### Work required:
The entries below are to be printed again word for word.

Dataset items
BEGIN

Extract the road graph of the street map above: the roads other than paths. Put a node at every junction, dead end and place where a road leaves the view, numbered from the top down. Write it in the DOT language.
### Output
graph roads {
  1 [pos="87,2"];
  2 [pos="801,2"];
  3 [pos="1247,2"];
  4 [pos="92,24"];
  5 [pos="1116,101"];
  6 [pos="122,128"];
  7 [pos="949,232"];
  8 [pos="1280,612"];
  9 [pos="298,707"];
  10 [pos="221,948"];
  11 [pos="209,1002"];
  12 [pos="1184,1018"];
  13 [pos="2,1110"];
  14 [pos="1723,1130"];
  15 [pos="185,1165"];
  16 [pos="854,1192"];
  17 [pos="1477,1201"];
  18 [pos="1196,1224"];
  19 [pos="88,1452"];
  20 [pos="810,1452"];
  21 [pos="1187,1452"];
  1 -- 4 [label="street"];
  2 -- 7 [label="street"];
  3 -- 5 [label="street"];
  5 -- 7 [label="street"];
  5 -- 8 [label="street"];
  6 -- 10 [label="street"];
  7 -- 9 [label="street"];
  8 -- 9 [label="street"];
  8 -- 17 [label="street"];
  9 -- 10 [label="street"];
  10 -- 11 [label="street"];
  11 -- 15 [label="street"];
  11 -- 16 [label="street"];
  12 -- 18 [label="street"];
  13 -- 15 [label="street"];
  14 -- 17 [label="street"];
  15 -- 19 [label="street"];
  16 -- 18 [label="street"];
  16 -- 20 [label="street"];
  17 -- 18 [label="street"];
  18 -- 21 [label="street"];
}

END

### Response area:
Extract the road graph of the street map above: the roads other than paths. Put a node at every junction, dead end and place where a road leaves the view, numbered from the top down. Write it in the DOT language.
### Output
graph roads {
  1 [pos="87,2"];
  2 [pos="801,2"];
  3 [pos="1247,2"];
  4 [pos="92,24"];
  5 [pos="1116,101"];
  6 [pos="122,128"];
  7 [pos="949,232"];
  8 [pos="1280,612"];
  9 [pos="298,707"];
  10 [pos="221,948"];
  11 [pos="209,1002"];
  12 [pos="1184,1018"];
  13 [pos="2,1110"];
  14 [pos="1723,1130"];
  15 [pos="185,1165"];
  16 [pos="854,1192"];
  17 [pos="1477,1201"];
  18 [pos="1196,1224"];
  19 [pos="88,1452"];
  20 [pos="810,1452"];
  21 [pos="1187,1452"];
  1 -- 4 [label="street"];
  2 -- 7 [label="street"];
  3 -- 5 [label="street"];
  5 -- 7 [label="street"];
  5 -- 8 [label="street"];
  6 -- 10 [label="street"];
  7 -- 9 [label="street"];
  8 -- 9 [label="street"];
  8 -- 17 [label="street"];
  9 -- 10 [label="street"];
  10 -- 11 [label="street"];
  11 -- 15 [label="street"];
  11 -- 16 [label="street"];
  12 -- 18 [label="street"];
  13 -- 15 [label="street"];
  14 -- 17 [label="street"];
  15 -- 19 [label="street"];
  16 -- 18 [label="street"];
  16 -- 20 [label="street"];
  17 -- 18 [label="street"];
  18 -- 21 [label="street"];
}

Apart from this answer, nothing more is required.